**EXERCISE REQUIREMENTS**
What is needed is an exact transcription of every record below.

**EXERCISE DATA**
____________

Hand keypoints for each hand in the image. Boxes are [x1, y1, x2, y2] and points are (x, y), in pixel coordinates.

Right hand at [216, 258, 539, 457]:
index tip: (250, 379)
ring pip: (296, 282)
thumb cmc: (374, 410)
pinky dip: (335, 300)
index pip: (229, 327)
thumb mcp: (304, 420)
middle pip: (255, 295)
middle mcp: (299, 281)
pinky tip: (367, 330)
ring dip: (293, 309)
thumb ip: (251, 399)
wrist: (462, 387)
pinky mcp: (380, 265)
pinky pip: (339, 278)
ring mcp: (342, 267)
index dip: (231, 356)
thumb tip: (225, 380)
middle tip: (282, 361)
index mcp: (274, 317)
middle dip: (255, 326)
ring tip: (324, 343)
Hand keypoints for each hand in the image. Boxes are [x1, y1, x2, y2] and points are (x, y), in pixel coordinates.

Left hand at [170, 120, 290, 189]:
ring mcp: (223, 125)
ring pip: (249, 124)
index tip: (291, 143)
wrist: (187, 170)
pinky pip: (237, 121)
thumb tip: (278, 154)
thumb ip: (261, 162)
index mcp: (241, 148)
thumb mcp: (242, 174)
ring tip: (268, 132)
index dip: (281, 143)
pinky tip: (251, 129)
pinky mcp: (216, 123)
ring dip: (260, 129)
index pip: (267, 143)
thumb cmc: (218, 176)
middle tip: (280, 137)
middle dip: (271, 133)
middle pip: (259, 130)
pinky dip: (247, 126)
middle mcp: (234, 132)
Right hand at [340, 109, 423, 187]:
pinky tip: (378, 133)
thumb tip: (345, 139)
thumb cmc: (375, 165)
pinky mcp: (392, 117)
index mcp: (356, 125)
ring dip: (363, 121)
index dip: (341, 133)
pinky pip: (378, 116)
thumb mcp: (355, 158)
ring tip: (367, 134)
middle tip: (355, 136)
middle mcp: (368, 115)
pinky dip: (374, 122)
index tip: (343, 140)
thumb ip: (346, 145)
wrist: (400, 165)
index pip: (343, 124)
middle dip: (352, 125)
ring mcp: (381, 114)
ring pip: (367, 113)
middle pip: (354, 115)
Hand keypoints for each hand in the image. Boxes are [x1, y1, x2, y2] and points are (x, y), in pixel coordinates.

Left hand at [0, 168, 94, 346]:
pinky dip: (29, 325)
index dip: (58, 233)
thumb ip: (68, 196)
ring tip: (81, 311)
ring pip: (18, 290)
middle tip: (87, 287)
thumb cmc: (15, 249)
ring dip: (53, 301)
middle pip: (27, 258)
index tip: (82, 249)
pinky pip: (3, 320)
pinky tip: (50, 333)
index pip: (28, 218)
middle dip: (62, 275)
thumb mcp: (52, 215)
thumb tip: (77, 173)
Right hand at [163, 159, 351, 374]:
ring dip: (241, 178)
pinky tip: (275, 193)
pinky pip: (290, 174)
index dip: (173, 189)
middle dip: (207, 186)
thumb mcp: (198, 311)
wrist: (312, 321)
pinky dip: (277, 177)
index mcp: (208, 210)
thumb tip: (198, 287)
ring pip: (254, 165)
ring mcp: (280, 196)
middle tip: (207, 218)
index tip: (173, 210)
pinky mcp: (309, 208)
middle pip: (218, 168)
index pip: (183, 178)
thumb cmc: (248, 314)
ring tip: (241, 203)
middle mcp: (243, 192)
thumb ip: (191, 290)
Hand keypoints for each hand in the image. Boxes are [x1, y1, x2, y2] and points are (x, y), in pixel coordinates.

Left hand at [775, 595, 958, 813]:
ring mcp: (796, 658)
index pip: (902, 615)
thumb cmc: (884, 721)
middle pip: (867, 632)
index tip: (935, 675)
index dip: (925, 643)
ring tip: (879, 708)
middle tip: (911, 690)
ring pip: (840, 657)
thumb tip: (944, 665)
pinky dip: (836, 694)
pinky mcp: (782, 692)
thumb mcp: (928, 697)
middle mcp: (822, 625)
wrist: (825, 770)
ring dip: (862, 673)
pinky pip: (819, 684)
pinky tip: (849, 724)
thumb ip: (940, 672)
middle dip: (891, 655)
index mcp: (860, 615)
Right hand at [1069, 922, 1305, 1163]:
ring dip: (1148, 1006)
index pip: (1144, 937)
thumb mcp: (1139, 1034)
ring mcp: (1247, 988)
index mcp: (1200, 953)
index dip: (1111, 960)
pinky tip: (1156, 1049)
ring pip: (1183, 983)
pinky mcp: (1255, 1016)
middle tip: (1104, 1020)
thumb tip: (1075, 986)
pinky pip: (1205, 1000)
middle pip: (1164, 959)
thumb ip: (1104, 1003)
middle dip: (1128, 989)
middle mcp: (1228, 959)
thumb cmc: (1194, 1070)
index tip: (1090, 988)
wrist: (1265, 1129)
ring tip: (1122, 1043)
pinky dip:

____________

**EXERCISE RESPONSE**
Hand keypoints for each hand in the image. Boxes are [x1, y1, x2, y2] and points are (x, y), in pixel coordinates.

Right hand at [216, 258, 539, 457]:
index tip: (250, 379)
ring pip: (296, 282)
thumb cmc: (374, 410)
pinky dip: (335, 300)
index pip: (229, 327)
thumb mcp: (304, 420)
middle pip: (255, 295)
middle mcp: (299, 281)
pinky tip: (367, 330)
ring dip: (293, 309)
thumb ip: (251, 399)
wrist: (462, 387)
pinky mcp: (380, 265)
pinky pip: (339, 278)
ring mcp: (342, 267)
index dip: (231, 356)
thumb tip: (225, 380)
middle tip: (282, 361)
index mcp: (274, 317)
middle dip: (255, 326)
ring tip: (324, 343)
Hand keypoints for each hand in the image. Boxes are [x1, y1, x2, y2] and points are (x, y), in pixel coordinates.

Left hand at [170, 120, 290, 189]:
ring mcp: (223, 125)
ring pip: (249, 124)
index tip: (291, 143)
wrist: (187, 170)
pinky pip: (237, 121)
thumb tip: (278, 154)
thumb ip: (261, 162)
index mcp: (241, 148)
thumb mcp: (242, 174)
ring tip: (268, 132)
index dip: (281, 143)
pinky tip: (251, 129)
pinky mcp: (216, 123)
ring dip: (260, 129)
index pip: (267, 143)
thumb cmc: (218, 176)
middle tip: (280, 137)
middle dip: (271, 133)
middle pip: (259, 130)
pinky dip: (247, 126)
middle mcp: (234, 132)
Right hand at [340, 109, 423, 187]:
pinky tip: (378, 133)
thumb tip: (345, 139)
thumb cmc: (375, 165)
pinky mcp: (392, 117)
index mcp: (356, 125)
ring dip: (363, 121)
index dip: (341, 133)
pinky pip: (378, 116)
thumb mcp: (355, 158)
ring tip: (367, 134)
middle tip: (355, 136)
middle mcp: (368, 115)
pinky dip: (374, 122)
index tip: (343, 140)
thumb ip: (346, 145)
wrist: (400, 165)
index pip: (343, 124)
middle dip: (352, 125)
ring mcp: (381, 114)
ring pip: (367, 113)
middle pip: (354, 115)
Hand keypoints for each hand in the image. Boxes are [x1, y1, x2, y2] and points are (x, y), in pixel coordinates.

Left hand at [0, 168, 94, 346]:
pinky dip: (29, 325)
index dip: (58, 233)
thumb ip: (68, 196)
ring tip: (81, 311)
ring pip: (18, 290)
middle tip: (87, 287)
thumb cmc: (15, 249)
ring dip: (53, 301)
middle pip: (27, 258)
index tip: (82, 249)
pinky pip: (3, 320)
pinky tip: (50, 333)
index pip: (28, 218)
middle dip: (62, 275)
thumb mcp: (52, 215)
thumb tip: (77, 173)
Right hand at [163, 159, 351, 374]:
ring dip: (241, 178)
pinky tip: (275, 193)
pinky pip: (290, 174)
index dip: (173, 189)
middle dip: (207, 186)
thumb mcp: (198, 311)
wrist: (312, 321)
pinky dip: (277, 177)
index mcp: (208, 210)
thumb tip: (198, 287)
ring pip: (254, 165)
ring mcp: (280, 196)
middle tip: (207, 218)
index tip: (173, 210)
pinky mcp: (309, 208)
middle pip: (218, 168)
index pip: (183, 178)
thumb cmc: (248, 314)
ring tip: (241, 203)
middle mcp: (243, 192)
thumb ip: (191, 290)
Hand keypoints for each hand in the image. Boxes are [x1, y1, x2, y2] and points are (x, y), in pixel coordinates.

Left hand at [775, 595, 958, 813]:
ring mcp: (796, 658)
index pip: (902, 615)
thumb cmc: (884, 721)
middle pip: (867, 632)
index tip: (935, 675)
index dip: (925, 643)
ring tip: (879, 708)
middle tip: (911, 690)
ring pip: (840, 657)
thumb tip: (944, 665)
pinky dip: (836, 694)
pinky mcp: (782, 692)
thumb mcp: (928, 697)
middle mcp: (822, 625)
wrist: (825, 770)
ring dip: (862, 673)
pinky pip: (819, 684)
pinky tip: (849, 724)
thumb ip: (940, 672)
middle dip: (891, 655)
index mcp: (860, 615)
Right hand at [1069, 922, 1305, 1163]:
ring dip: (1148, 1006)
index pip: (1144, 937)
thumb mcp: (1139, 1034)
ring mcp: (1247, 988)
index mcp: (1200, 953)
index dip: (1111, 960)
pinky tip: (1156, 1049)
ring pip: (1183, 983)
pinky mcp: (1255, 1016)
middle tip: (1104, 1020)
thumb tip: (1075, 986)
pinky pip: (1205, 1000)
middle pip: (1164, 959)
thumb ip: (1104, 1003)
middle dip: (1128, 989)
middle mcp: (1228, 959)
thumb cmc: (1194, 1070)
index tip: (1090, 988)
wrist: (1265, 1129)
ring tip: (1122, 1043)
pinky dip:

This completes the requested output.